* Exercise description:
For the listing that follows, report how many lines contain the string "joint", giving the number alone.

* Records for processing:
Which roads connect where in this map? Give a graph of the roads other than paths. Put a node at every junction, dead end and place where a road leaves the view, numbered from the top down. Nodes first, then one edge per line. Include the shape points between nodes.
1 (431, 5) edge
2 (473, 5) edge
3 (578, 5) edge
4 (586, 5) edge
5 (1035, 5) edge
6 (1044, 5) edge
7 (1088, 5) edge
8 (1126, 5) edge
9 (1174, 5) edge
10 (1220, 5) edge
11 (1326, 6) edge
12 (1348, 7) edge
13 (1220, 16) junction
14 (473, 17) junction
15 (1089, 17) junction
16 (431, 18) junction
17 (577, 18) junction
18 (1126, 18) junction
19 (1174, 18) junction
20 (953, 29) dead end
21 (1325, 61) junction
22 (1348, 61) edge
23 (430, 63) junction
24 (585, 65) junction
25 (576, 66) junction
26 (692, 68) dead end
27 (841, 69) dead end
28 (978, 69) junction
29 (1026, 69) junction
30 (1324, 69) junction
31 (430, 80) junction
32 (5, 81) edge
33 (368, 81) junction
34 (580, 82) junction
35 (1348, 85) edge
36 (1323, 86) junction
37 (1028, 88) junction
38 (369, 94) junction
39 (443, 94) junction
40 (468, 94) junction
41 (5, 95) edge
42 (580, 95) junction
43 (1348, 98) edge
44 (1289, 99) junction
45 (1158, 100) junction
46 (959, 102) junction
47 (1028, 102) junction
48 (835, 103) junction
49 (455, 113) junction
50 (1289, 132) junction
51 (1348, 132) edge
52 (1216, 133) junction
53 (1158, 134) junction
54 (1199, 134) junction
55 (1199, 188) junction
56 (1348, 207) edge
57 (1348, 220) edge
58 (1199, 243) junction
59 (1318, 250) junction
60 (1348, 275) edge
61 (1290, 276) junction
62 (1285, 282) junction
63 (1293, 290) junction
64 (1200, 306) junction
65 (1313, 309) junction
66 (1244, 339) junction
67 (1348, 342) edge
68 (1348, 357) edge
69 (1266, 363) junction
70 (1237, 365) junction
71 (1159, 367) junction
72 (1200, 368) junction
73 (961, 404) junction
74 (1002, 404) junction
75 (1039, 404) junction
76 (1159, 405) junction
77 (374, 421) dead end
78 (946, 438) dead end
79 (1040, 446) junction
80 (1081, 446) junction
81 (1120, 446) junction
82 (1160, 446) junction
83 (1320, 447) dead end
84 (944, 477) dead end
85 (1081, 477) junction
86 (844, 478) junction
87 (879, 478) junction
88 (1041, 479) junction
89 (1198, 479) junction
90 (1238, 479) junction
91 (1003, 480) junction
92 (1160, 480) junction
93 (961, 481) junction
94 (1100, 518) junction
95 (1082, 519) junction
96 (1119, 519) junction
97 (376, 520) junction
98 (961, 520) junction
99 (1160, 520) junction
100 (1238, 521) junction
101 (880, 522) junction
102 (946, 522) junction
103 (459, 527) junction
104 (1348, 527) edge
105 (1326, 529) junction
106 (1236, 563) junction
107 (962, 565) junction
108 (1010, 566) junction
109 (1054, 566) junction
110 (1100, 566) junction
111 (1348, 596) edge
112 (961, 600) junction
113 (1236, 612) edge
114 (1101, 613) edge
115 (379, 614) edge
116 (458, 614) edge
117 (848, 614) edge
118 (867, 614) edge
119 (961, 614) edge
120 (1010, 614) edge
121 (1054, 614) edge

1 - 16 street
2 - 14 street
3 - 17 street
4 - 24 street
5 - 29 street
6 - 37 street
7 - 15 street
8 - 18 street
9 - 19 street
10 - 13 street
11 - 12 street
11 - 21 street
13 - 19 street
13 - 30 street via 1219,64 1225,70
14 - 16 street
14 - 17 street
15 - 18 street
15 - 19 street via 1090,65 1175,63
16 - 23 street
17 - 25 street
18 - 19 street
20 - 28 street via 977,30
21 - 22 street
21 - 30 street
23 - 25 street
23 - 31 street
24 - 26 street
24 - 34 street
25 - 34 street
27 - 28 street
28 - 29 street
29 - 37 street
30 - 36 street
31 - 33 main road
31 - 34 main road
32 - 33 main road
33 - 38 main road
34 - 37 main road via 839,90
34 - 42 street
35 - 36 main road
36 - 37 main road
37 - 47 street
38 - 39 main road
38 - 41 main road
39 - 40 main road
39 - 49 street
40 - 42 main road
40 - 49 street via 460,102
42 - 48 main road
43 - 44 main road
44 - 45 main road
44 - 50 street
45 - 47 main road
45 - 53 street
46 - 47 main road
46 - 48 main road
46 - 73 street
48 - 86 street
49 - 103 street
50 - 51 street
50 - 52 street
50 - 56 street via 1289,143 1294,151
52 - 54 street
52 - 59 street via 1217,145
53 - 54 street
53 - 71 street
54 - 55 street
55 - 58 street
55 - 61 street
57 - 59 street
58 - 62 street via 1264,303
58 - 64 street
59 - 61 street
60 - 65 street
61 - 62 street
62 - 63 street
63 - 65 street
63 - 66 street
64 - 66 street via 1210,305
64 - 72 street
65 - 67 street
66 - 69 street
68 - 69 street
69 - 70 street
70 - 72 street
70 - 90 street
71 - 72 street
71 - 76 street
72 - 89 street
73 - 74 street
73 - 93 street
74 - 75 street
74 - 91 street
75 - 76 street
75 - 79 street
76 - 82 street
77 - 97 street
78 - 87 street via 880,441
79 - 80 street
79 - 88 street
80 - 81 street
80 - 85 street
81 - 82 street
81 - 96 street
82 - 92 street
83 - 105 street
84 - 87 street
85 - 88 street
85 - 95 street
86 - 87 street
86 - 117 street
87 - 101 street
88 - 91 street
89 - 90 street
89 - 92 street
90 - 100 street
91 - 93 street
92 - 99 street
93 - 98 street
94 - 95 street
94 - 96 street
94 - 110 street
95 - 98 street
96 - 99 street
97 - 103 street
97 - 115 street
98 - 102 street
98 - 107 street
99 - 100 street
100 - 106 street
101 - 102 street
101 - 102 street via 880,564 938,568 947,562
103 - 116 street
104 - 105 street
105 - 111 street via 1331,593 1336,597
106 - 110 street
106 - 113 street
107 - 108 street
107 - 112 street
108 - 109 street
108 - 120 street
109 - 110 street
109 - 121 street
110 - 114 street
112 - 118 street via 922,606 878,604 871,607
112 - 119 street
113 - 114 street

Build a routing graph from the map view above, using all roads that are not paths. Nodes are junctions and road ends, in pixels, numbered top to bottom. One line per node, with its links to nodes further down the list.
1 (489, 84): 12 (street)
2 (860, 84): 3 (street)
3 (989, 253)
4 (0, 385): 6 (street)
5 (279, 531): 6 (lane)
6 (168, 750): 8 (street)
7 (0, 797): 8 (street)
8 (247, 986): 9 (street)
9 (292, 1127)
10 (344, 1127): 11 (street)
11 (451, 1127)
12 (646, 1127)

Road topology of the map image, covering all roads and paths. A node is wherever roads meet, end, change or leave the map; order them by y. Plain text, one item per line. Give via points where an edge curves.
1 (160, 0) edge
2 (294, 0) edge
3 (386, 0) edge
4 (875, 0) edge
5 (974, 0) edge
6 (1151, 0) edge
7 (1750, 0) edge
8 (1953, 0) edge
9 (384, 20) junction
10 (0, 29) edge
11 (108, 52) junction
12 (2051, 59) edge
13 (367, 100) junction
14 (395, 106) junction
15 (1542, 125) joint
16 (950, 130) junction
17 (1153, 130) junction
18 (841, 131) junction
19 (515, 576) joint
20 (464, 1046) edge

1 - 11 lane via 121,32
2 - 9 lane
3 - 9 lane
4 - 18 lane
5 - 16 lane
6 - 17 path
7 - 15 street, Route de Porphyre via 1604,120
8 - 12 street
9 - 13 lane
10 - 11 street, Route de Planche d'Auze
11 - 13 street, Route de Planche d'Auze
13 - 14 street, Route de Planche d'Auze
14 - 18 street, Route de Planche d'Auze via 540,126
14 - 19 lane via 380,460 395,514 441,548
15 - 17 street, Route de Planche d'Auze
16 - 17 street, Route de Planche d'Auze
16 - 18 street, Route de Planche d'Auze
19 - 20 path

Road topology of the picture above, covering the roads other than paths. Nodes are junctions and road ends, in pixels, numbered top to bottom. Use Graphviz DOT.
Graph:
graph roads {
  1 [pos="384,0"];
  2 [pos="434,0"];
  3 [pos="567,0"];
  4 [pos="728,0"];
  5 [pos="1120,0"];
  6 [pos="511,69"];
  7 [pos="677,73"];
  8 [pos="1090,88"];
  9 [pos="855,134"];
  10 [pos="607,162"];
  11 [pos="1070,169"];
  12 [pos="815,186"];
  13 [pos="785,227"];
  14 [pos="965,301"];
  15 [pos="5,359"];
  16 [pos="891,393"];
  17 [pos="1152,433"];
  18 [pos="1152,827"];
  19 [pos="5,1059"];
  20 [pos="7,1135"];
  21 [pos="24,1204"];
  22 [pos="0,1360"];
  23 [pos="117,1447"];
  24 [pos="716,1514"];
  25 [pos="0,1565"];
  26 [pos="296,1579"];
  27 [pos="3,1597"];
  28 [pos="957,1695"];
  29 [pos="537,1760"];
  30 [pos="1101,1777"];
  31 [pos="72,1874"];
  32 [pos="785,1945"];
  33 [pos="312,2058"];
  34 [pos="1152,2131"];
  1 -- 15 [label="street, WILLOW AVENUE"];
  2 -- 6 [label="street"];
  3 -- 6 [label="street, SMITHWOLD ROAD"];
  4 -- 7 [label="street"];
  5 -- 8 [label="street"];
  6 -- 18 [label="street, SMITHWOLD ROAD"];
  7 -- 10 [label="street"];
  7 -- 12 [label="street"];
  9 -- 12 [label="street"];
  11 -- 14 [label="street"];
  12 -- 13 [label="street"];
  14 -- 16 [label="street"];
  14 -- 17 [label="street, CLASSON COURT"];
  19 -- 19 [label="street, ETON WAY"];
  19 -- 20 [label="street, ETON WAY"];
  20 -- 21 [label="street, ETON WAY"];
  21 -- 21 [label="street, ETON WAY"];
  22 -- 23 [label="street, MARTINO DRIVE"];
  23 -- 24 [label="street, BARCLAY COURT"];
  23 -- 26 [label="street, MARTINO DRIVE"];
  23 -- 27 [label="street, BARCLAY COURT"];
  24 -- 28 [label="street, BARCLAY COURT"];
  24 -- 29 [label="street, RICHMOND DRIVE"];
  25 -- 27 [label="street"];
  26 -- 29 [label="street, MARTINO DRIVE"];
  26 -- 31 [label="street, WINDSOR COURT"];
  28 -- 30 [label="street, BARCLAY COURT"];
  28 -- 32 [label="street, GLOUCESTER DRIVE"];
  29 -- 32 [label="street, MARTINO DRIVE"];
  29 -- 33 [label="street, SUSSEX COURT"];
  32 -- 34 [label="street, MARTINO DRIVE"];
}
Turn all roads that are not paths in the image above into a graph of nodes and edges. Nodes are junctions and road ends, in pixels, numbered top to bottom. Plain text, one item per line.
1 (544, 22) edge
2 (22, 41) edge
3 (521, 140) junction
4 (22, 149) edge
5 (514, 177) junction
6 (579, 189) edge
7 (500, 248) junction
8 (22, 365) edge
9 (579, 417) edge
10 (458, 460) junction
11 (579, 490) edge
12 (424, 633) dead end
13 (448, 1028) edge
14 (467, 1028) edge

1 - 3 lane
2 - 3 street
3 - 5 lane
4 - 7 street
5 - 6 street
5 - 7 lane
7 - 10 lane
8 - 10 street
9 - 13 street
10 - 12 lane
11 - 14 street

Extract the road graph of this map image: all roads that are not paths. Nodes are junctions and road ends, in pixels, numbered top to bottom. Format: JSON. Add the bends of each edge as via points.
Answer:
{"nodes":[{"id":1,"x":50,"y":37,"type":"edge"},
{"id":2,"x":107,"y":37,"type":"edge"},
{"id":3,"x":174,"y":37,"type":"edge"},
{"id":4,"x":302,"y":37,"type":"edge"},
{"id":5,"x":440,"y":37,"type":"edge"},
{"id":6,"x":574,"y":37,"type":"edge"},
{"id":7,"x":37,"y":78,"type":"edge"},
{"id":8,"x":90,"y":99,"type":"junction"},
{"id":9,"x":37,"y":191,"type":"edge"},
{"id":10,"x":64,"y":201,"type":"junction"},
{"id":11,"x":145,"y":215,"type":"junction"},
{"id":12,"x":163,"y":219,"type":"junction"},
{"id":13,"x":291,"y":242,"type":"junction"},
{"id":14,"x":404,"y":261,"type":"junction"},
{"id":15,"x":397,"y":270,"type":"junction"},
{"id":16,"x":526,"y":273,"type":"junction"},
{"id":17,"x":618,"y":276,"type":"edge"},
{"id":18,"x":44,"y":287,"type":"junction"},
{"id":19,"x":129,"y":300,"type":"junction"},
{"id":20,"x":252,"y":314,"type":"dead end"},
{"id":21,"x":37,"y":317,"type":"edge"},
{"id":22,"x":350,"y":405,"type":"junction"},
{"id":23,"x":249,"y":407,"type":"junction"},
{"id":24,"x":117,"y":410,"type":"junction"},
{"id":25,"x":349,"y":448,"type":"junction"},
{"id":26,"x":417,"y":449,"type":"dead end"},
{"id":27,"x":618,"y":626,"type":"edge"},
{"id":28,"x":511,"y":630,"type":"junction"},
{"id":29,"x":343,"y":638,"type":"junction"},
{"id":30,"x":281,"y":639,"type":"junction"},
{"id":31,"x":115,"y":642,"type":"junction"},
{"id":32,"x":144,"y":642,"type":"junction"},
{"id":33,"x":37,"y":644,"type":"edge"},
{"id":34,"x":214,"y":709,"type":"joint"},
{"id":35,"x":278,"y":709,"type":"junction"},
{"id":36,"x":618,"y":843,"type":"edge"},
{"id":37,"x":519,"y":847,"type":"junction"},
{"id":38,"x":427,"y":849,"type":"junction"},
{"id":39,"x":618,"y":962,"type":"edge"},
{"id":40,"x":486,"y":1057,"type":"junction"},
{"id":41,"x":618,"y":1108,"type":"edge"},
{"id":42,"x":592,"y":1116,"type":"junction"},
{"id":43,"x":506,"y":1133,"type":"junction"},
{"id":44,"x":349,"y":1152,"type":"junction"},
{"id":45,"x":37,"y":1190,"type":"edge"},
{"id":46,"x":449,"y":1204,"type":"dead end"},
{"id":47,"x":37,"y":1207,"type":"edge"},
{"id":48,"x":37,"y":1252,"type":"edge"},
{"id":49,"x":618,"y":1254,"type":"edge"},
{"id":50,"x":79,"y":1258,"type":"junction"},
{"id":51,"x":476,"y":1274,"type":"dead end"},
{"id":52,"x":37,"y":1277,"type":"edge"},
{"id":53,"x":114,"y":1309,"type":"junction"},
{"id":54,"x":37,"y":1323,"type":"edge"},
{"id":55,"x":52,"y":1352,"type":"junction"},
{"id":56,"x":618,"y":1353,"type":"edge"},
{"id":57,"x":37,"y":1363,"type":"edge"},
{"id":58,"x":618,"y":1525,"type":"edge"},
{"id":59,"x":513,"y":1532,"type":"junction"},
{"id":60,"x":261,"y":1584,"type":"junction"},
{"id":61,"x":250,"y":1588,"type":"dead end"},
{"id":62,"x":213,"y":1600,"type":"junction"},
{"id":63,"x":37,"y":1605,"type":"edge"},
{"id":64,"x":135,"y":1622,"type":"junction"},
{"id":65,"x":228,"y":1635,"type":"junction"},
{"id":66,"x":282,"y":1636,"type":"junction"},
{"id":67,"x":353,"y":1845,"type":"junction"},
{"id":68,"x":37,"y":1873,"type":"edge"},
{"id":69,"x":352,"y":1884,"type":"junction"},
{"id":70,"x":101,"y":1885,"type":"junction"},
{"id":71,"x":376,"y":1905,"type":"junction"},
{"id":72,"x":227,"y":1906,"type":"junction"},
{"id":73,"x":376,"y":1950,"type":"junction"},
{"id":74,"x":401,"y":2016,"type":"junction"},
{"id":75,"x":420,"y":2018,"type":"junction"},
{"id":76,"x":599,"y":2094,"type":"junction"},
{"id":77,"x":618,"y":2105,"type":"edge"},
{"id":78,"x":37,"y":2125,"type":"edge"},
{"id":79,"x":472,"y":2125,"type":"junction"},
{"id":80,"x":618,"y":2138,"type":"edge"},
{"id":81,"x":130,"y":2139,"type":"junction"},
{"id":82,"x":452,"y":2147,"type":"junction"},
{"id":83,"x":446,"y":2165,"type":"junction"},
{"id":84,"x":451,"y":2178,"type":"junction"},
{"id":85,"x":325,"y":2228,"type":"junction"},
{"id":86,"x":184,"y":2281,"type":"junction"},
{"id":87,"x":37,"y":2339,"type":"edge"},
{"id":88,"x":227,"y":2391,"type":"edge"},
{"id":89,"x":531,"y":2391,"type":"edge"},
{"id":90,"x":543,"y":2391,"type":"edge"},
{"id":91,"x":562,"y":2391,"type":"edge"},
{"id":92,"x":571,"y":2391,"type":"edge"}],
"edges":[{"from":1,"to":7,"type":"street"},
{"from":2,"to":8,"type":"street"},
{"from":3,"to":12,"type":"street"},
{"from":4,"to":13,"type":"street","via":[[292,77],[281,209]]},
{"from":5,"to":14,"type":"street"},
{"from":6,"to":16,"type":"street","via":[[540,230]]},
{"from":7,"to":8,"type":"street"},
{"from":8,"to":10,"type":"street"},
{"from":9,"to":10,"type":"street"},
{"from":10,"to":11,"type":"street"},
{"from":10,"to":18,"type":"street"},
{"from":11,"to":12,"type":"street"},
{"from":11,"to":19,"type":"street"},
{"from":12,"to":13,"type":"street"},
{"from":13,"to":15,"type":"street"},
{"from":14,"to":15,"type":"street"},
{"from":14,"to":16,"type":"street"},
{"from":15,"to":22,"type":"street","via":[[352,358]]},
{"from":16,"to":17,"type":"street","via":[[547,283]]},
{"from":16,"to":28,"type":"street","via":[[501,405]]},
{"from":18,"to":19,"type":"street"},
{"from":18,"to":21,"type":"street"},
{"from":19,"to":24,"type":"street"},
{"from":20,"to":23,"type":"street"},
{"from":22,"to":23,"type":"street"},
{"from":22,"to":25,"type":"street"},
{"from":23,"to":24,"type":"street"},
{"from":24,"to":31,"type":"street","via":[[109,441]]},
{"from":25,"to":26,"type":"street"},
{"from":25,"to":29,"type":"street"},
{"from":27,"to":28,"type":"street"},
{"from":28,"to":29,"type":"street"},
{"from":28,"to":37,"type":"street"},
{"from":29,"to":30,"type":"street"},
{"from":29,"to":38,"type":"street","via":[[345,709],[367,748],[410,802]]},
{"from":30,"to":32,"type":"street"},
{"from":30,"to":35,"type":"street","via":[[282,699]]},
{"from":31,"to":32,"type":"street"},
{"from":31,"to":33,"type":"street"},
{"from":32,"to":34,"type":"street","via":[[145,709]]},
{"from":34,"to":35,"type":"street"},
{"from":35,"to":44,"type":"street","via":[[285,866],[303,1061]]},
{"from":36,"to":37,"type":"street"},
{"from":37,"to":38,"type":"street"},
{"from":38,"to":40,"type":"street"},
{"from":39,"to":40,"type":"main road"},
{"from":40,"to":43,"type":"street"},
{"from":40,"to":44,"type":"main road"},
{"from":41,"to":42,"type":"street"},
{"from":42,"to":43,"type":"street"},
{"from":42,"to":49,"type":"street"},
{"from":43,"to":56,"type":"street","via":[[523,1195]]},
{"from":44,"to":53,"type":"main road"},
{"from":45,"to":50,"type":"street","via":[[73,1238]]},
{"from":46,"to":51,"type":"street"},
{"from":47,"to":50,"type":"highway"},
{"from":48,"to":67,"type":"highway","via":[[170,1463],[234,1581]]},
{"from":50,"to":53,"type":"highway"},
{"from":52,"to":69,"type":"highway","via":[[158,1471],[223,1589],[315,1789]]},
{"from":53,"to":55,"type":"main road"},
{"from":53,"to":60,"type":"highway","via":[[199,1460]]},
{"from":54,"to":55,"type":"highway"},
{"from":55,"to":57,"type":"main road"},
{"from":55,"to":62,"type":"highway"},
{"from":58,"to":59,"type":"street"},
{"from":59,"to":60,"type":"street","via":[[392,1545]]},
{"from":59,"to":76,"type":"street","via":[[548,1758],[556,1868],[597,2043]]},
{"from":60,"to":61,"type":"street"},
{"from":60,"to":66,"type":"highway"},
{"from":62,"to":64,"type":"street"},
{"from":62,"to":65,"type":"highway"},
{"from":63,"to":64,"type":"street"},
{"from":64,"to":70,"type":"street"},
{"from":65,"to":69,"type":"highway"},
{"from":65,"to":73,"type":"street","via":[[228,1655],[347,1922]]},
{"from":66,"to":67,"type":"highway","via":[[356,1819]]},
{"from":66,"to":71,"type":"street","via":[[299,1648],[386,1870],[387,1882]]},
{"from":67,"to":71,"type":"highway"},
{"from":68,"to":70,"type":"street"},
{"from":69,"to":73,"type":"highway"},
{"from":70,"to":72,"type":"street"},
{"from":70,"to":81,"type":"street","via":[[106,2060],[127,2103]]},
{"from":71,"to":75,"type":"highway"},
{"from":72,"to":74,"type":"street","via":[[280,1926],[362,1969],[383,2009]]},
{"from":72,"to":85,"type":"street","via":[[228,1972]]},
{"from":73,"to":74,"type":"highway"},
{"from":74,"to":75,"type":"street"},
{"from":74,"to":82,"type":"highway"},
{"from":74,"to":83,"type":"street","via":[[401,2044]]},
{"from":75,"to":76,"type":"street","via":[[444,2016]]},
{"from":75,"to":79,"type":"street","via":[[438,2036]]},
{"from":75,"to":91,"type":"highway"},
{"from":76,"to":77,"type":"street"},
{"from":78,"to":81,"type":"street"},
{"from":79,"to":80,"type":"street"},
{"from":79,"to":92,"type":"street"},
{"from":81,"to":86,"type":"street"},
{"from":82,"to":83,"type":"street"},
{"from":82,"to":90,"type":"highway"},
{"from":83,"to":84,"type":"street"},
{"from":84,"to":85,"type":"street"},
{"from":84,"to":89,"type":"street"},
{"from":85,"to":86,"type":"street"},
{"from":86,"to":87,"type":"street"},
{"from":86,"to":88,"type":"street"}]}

* Response below:
3